Whereas earlier Leon was teasing, his movements ambling and slow, he wastes little time now, shifting one of her legs over his shoulder, moaning as he sets his mouth upon her, his tongue swirling around her clit. Mithian’s hands twist through his curls, her hips bucking down to meet the heat of his mouth, the long, indulgent lap of his tongue, and it isn’t long before her breath begins to stutter, her release unspooling with each press and flick of his tongue. Leon’s hands remain firm at Mithian’s waist, supporting her, keeping her steady as she shatters apart, his name on her lips as she comes. 

“Beautiful,” Leon says with a soft smile, an echo of the words he said to her earlier. Although this time, his lips and beard are slick with spit, with herself, the shine of it catching in the dancing light of the fire until he drags the back of his hand across his mouth. 
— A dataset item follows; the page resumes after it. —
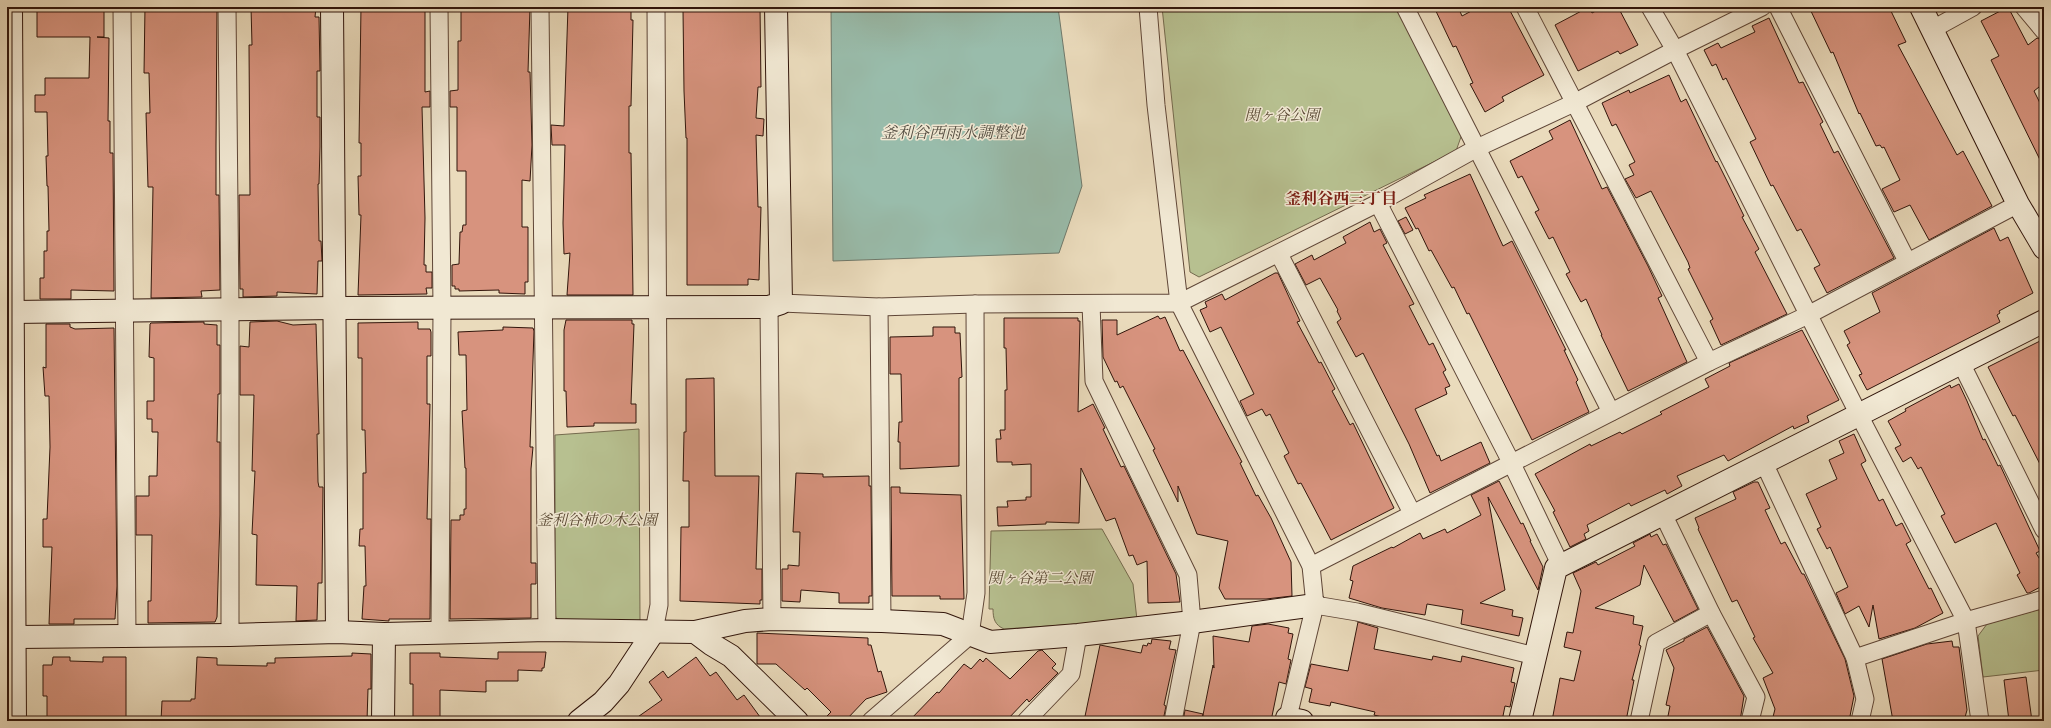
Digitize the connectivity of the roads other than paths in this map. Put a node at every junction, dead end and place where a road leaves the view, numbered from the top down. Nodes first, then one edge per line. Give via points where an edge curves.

Mithian, too, mimics her actions from earlier and laughs, tugging at Leon’s tunic until his lips meet hers again. And as she did back in his tent, she reaches for the hard line of his prick, and this time, he does not catch her hand and stop her; instead, Leon moans as he licks into her mouth, hips rocking to meet each drag of her palm down his cock. Mithian’s hands are not as steady as Leon’s were when he undressed her, and they shake as she tugs the ties of his laces and as she pushes at his tunic until Leon catches her hands and eases them aside, pulling the garment over his head entirely.

They both moan as she wraps her hand around his velvet heat, her thumb drawing through the slick beading atop the head of his cock, easing the glide of her fist as she drags it down his length, pumping him slowly. 

Leon whispers her name, nipping at her shoulder as he slides his hands under her arse, her legs wrapping around his waist as he carries them over to the bed. Mithian quickly pulls her shift over her head and greedily watches as Leon slides his trousers and braies down his strong thighs. 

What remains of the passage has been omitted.